▶ [EXERCISE BRIEF]:
Where a line below has the string "Зографска" in it, include it in the count, and give that count alone.

▶ [DATA SHOWN]:
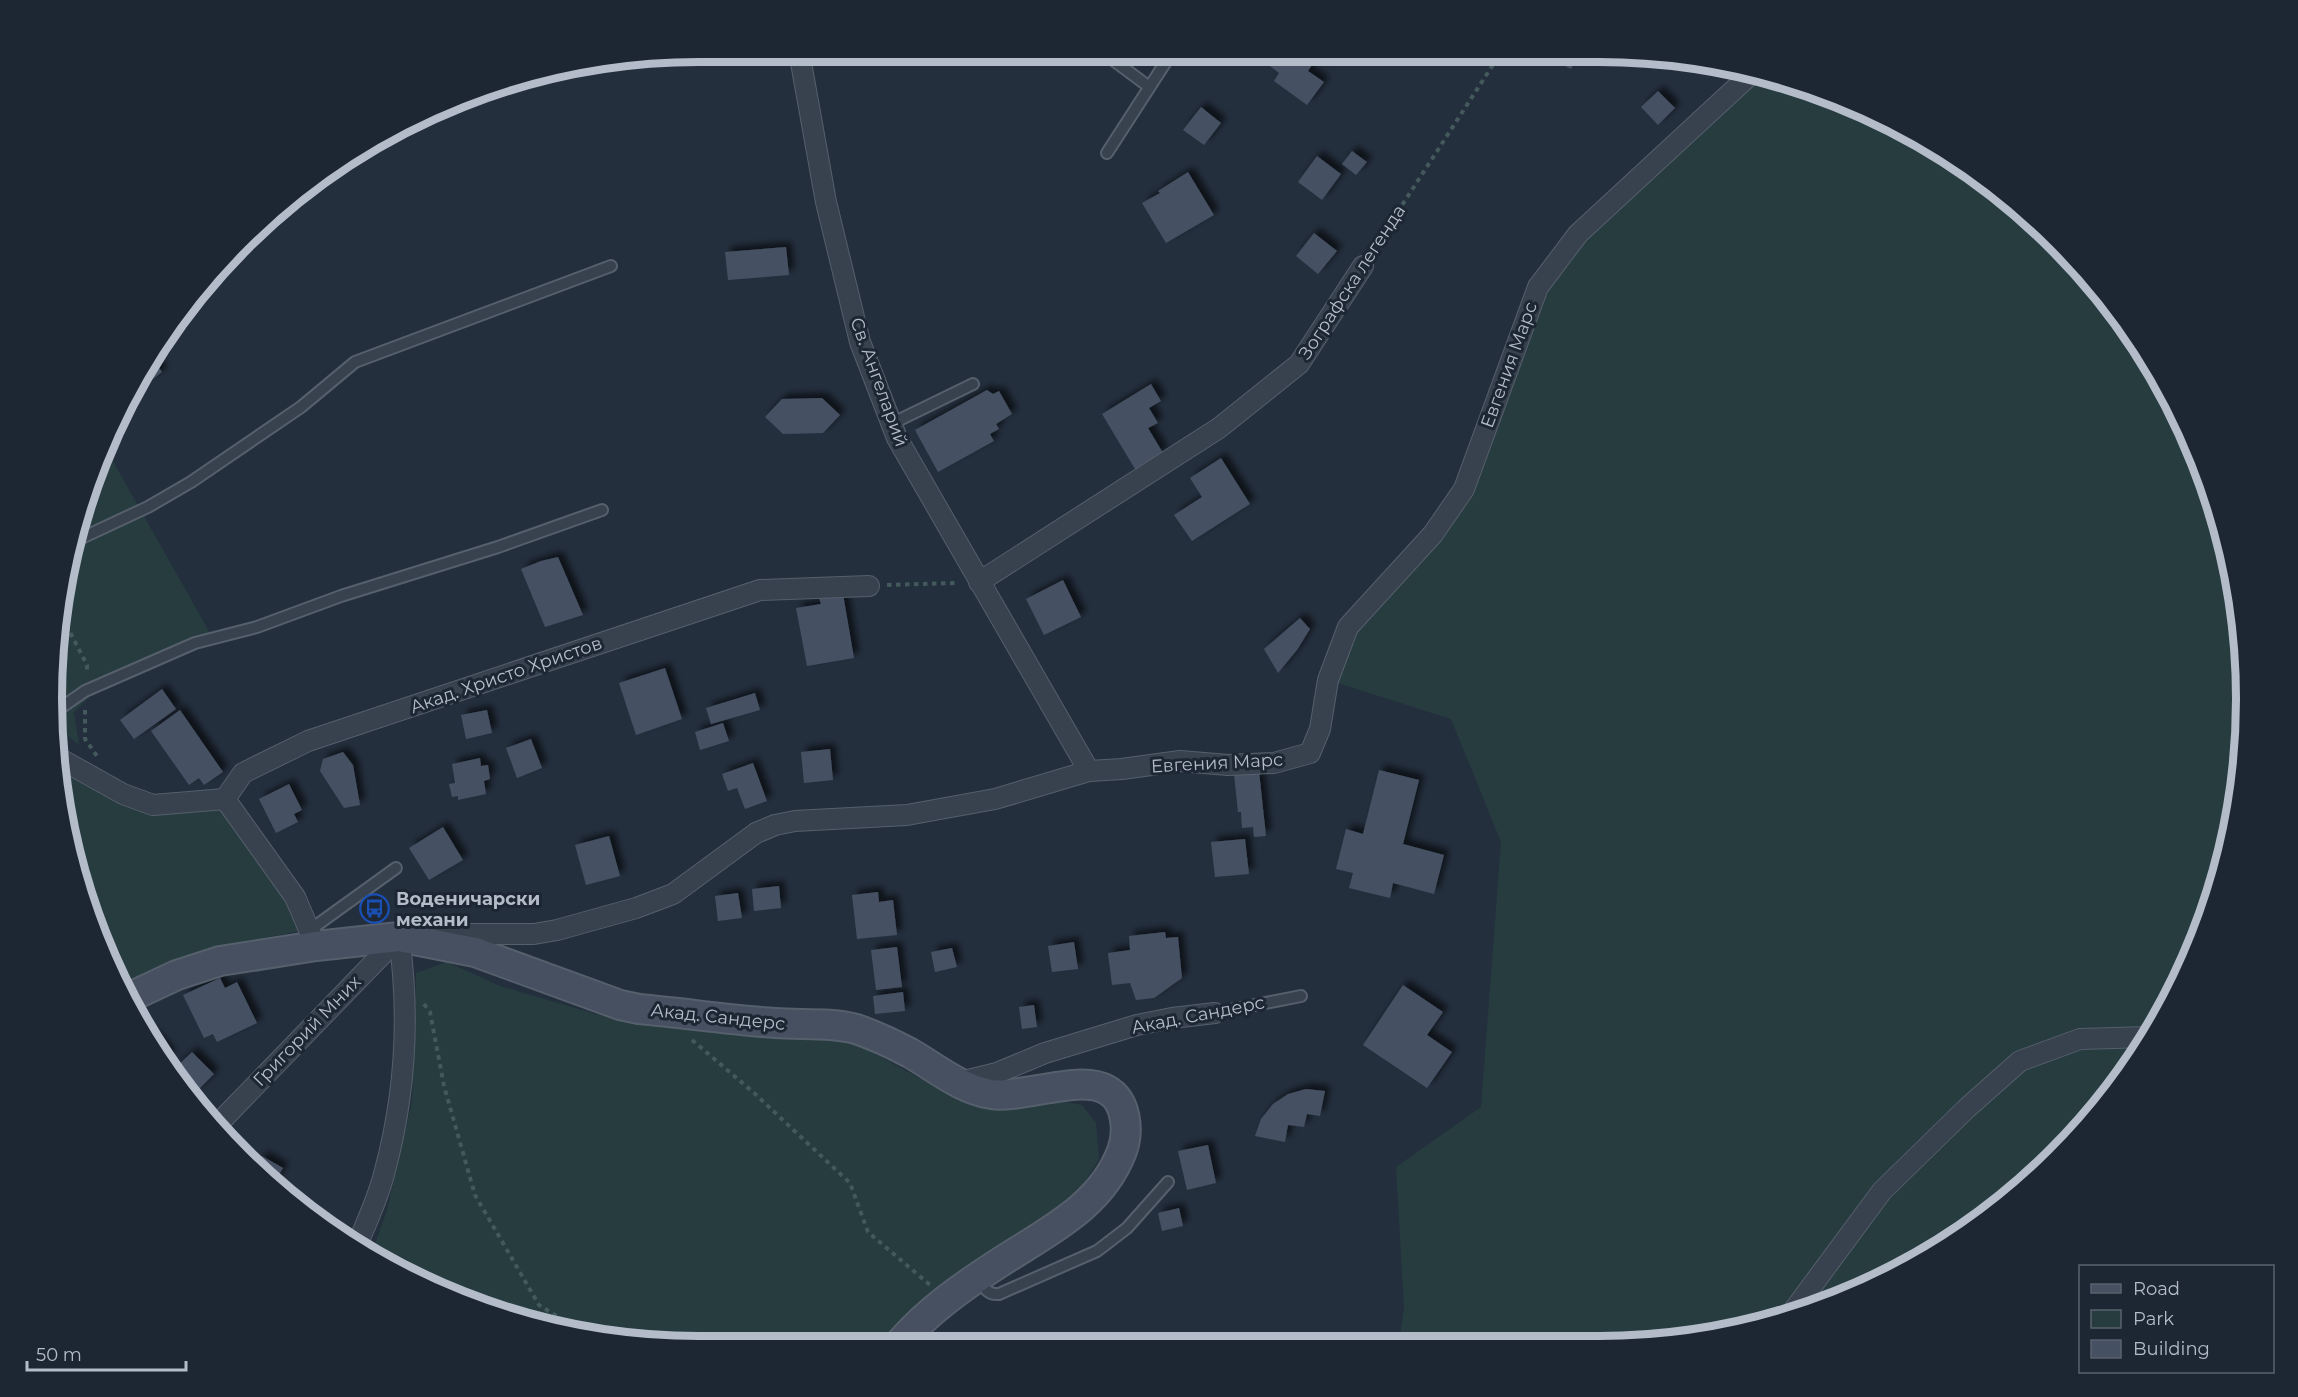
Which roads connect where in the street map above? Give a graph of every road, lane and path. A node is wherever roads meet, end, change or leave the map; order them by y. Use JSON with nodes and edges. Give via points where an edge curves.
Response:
{"nodes":[{"id":1,"x":801,"y":62,"type":"edge"},
{"id":2,"x":1115,"y":62,"type":"edge"},
{"id":3,"x":1165,"y":62,"type":"edge"},
{"id":4,"x":1495,"y":62,"type":"edge"},
{"id":5,"x":1745,"y":79,"type":"edge"},
{"id":6,"x":1148,"y":86,"type":"junction"},
{"id":7,"x":1107,"y":153,"type":"dead end"},
{"id":8,"x":611,"y":266,"type":"dead end"},
{"id":9,"x":1363,"y":266,"type":"joint"},
{"id":10,"x":973,"y":384,"type":"dead end"},
{"id":11,"x":891,"y":423,"type":"junction"},
{"id":12,"x":602,"y":510,"type":"dead end"},
{"id":13,"x":82,"y":538,"type":"edge"},
{"id":14,"x":979,"y":582,"type":"junction"},
{"id":15,"x":870,"y":586,"type":"joint"},
{"id":16,"x":62,"y":707,"type":"edge"},
{"id":17,"x":65,"y":762,"type":"edge"},
{"id":18,"x":1089,"y":771,"type":"junction"},
{"id":19,"x":225,"y":798,"type":"junction"},
{"id":20,"x":396,"y":868,"type":"dead end"},
{"id":21,"x":399,"y":937,"type":"junction"},
{"id":22,"x":313,"y":938,"type":"junction"},
{"id":23,"x":405,"y":977,"type":"junction"},
{"id":24,"x":135,"y":995,"type":"edge"},
{"id":25,"x":1301,"y":996,"type":"dead end"},
{"id":26,"x":658,"y":1011,"type":"junction"},
{"id":27,"x":1215,"y":1013,"type":"joint"},
{"id":28,"x":2138,"y":1037,"type":"edge"},
{"id":29,"x":960,"y":1082,"type":"junction"},
{"id":30,"x":221,"y":1120,"type":"edge"},
{"id":31,"x":1168,"y":1182,"type":"dead end"},
{"id":32,"x":360,"y":1237,"type":"edge"},
{"id":33,"x":978,"y":1277,"type":"junction"},
{"id":34,"x":946,"y":1299,"type":"junction"},
{"id":35,"x":1799,"y":1304,"type":"edge"},
{"id":36,"x":564,"y":1321,"type":"edge"},
{"id":37,"x":907,"y":1336,"type":"edge"}],
"edges":[{"from":1,"to":11,"type":"street","name":"Св. Ангеларий","via":[[826,202],[860,342]]},
{"from":2,"to":6,"type":"lane"},
{"from":3,"to":6,"type":"lane"},
{"from":4,"to":9,"type":"path","name":"Зографска легенда"},
{"from":5,"to":18,"type":"street","name":"Евгения Марс","via":[[1578,234],[1538,287],[1464,489],[1433,534],[1348,627],[1328,680],[1320,729],[1310,753],[1274,763],[1173,761]]},
{"from":6,"to":7,"type":"lane"},
{"from":8,"to":13,"type":"lane","via":[[355,362],[301,407],[191,482]]},
{"from":9,"to":14,"type":"street","name":"Зографска легенда","via":[[1299,364],[1219,428]]},
{"from":10,"to":11,"type":"lane"},
{"from":11,"to":14,"type":"street","name":"Св. Ангеларий"},
{"from":12,"to":16,"type":"lane","via":[[257,627],[195,643],[85,691]]},
{"from":14,"to":15,"type":"path"},
{"from":14,"to":18,"type":"street","name":"Св. Ангеларий"},
{"from":15,"to":19,"type":"street","name":"Акад. Христо Христов","via":[[760,590],[308,741],[243,773]]},
{"from":17,"to":19,"type":"street","via":[[123,794],[153,805]]},
{"from":18,"to":21,"type":"street","name":"Евгения Марс","via":[[994,799],[906,815],[775,825],[756,833],[673,894],[557,930]]},
{"from":19,"to":22,"type":"street","via":[[295,897]]},
{"from":20,"to":22,"type":"lane"},
{"from":21,"to":22,"type":"street","name":"Акад. Сандерс"},
{"from":21,"to":23,"type":"street"},
{"from":21,"to":26,"type":"street","name":"Акад. Сандерс","via":[[475,952],[620,1005]]},
{"from":21,"to":30,"type":"street","name":"Григорий Мних"},
{"from":22,"to":24,"type":"street","name":"Акад. Сандерс","via":[[220,961]]},
{"from":23,"to":32,"type":"street","via":[[401,1086],[384,1175]]},
{"from":23,"to":36,"type":"path","via":[[430,1012],[444,1086],[475,1195],[539,1305]]},
{"from":25,"to":27,"type":"lane","name":"Акад. Сандерс"},
{"from":26,"to":29,"type":"street","name":"Акад. Сандерс","via":[[855,1029]]},
{"from":26,"to":34,"type":"path","via":[[753,1092],[850,1183],[868,1232]]},
{"from":27,"to":29,"type":"street","name":"Акад. Сандерс","via":[[1137,1025]]},
{"from":28,"to":35,"type":"street","via":[[2080,1039],[2020,1061],[1881,1191]]},
{"from":29,"to":33,"type":"street","via":[[994,1095],[1090,1086],[1106,1089],[1118,1098],[1124,1114],[1122,1150],[1084,1207]]},
{"from":31,"to":33,"type":"lane","via":[[1127,1228],[1097,1251],[999,1294],[988,1292]]},
{"from":33,"to":34,"type":"street"},
{"from":34,"to":37,"type":"street"}]}
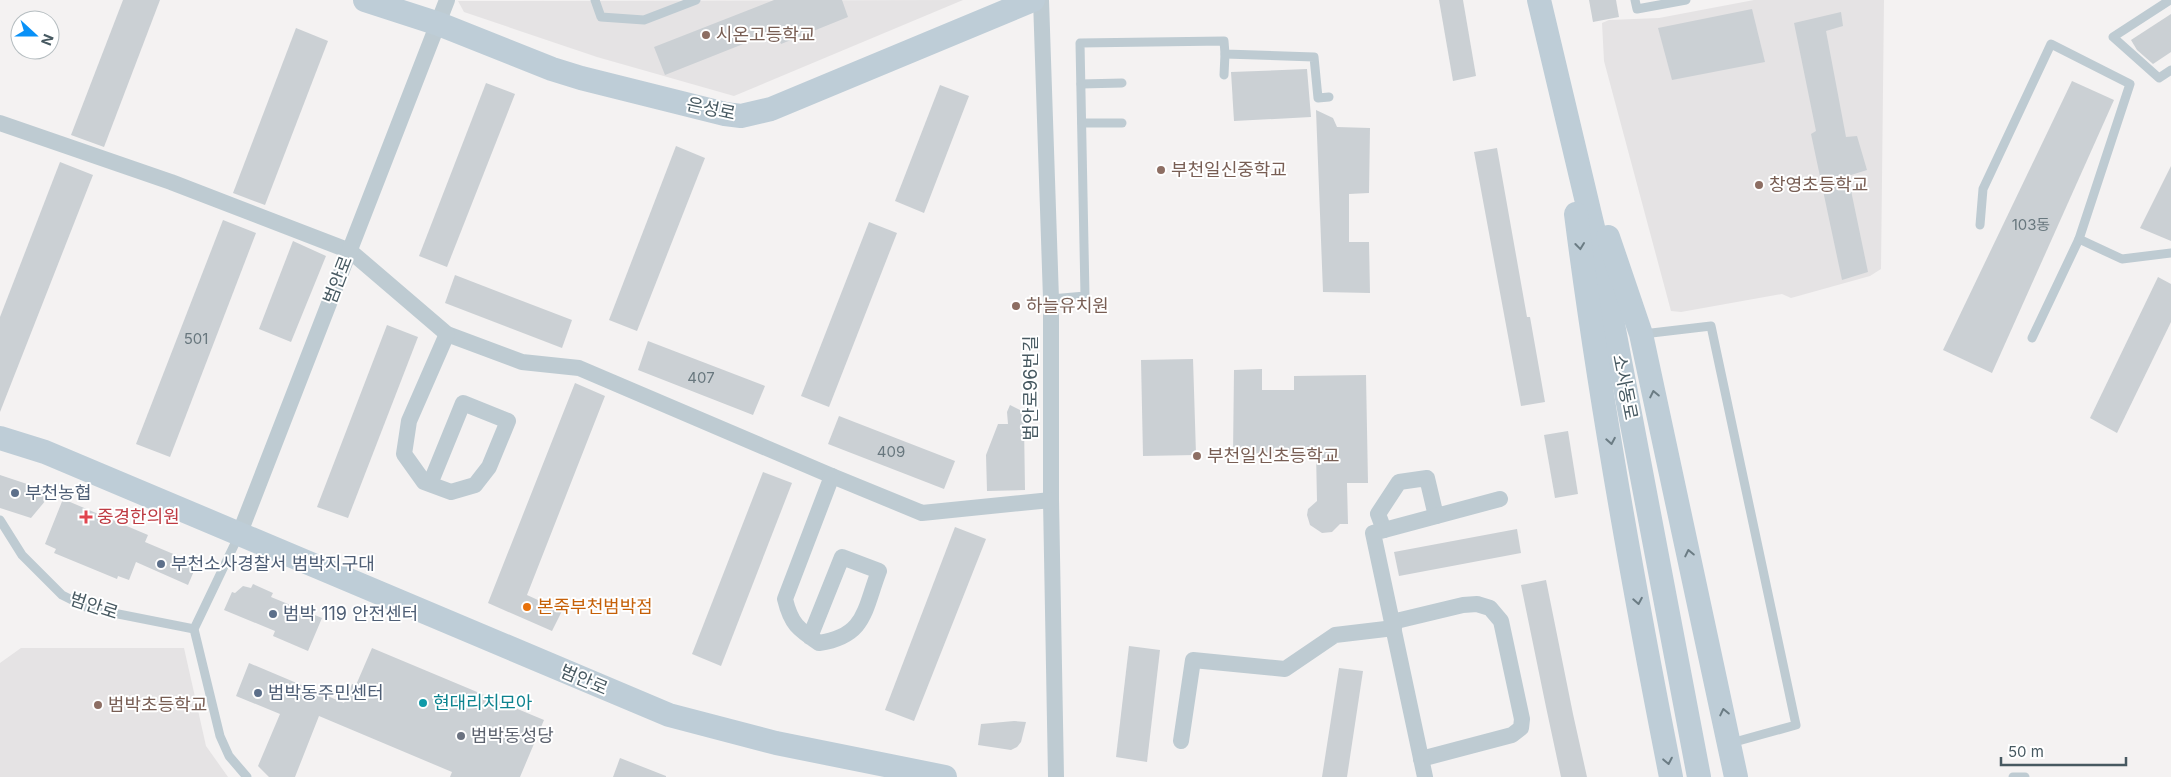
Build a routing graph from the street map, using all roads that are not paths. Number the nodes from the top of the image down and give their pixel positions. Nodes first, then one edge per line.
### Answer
1 (366, 0) edge
2 (447, 0) edge
3 (594, 0) edge
4 (696, 0) edge
5 (1034, 0) edge
6 (1041, 0) edge
7 (1539, 0) edge
8 (1686, 0) edge
9 (2170, 0) edge
10 (1636, 5) edge
11 (439, 24) junction
12 (1225, 54) junction
13 (2171, 70) edge
14 (1224, 75) dead end
15 (1122, 83) dead end
16 (1081, 84) junction
17 (1560, 93) junction
18 (1329, 97) dead end
19 (1082, 123) junction
20 (1122, 123) dead end
21 (0, 124) edge
22 (1980, 224) dead end
23 (2079, 239) junction
24 (350, 251) junction
25 (2171, 253) edge
26 (1051, 299) junction
27 (447, 334) junction
28 (1641, 334) junction
29 (2032, 338) dead end
30 (0, 438) edge
31 (832, 476) junction
32 (430, 484) junction
33 (1500, 499) dead end
34 (1051, 500) junction
35 (1436, 516) junction
36 (0, 520) edge
37 (1384, 530) junction
38 (239, 535) junction
39 (1393, 625) junction
40 (194, 629) junction
41 (810, 637) junction
42 (1181, 740) dead end
43 (1730, 743) junction
44 (1421, 759) junction
45 (247, 777) edge
46 (945, 777) edge
47 (1056, 777) edge
48 (1425, 777) edge
49 (1671, 777) edge
50 (1699, 777) edge
51 (1736, 777) edge
52 (2013, 777) edge
53 (2025, 777) edge

1 - 11 street, 은성로
2 - 11 street
3 - 4 lane
5 - 11 street, 은성로
6 - 26 street, 범안로96번길
7 - 17 street, 소사동로
8 - 10 lane
9 - 13 lane
11 - 24 street, 범안로
12 - 14 lane
12 - 16 lane
12 - 18 lane
15 - 16 lane
16 - 19 lane
17 - 28 street
17 -> 49 street
17 - 50 street, 소사동로
19 - 20 lane
19 - 26 lane
21 - 24 street
22 - 23 lane
23 - 25 lane
23 - 29 lane
24 - 27 street
24 - 38 street, 범안로
26 - 34 street, 범안로96번길
27 - 31 street
27 - 32 street
43 -> 28 street
28 - 43 lane
30 - 38 street, 범안로
31 - 34 street
31 - 41 street
32 - 32 street
33 - 35 street
34 - 47 street, 범안로96번길
35 - 37 street
35 - 37 street
36 - 40 lane, 범안로
37 - 39 street
38 - 40 lane
38 - 46 street, 범안로
39 - 42 street
39 - 44 street
39 - 44 street
40 - 45 lane
41 - 41 street
43 - 51 street
44 - 48 street
52 - 53 lane

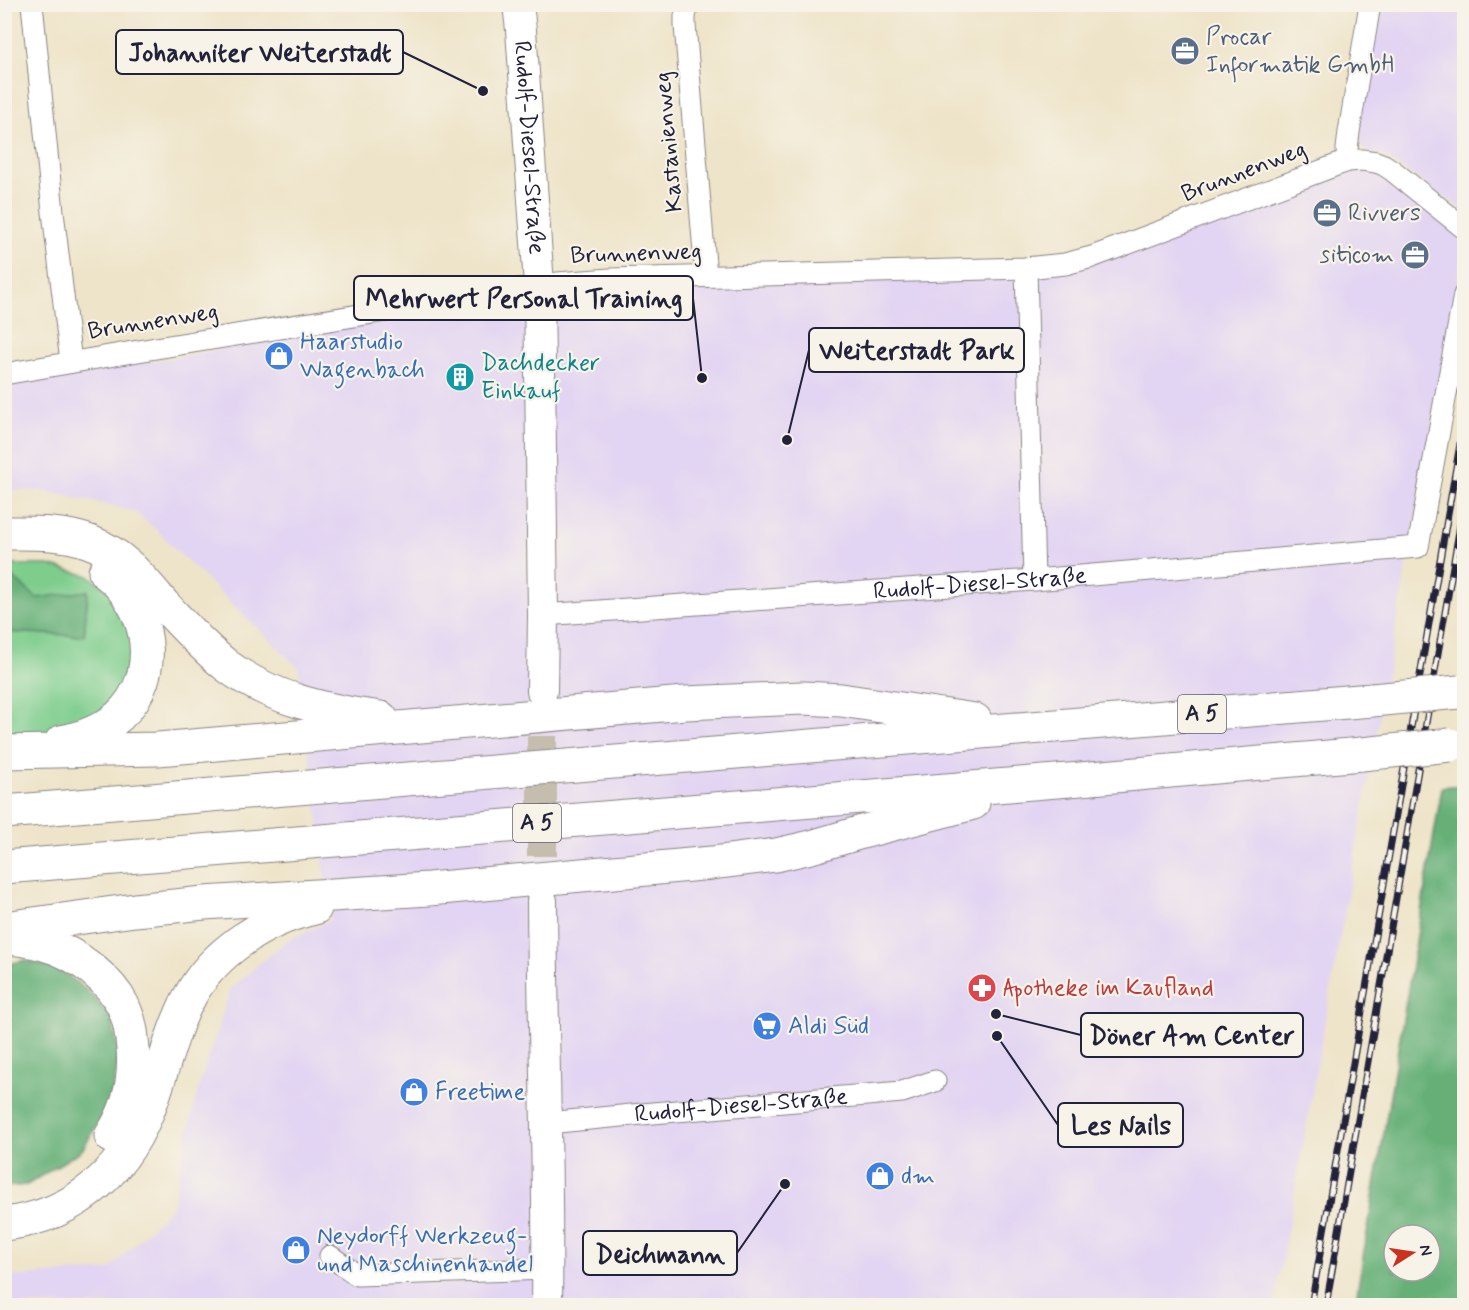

▶ [TASK OUTPUT]:
2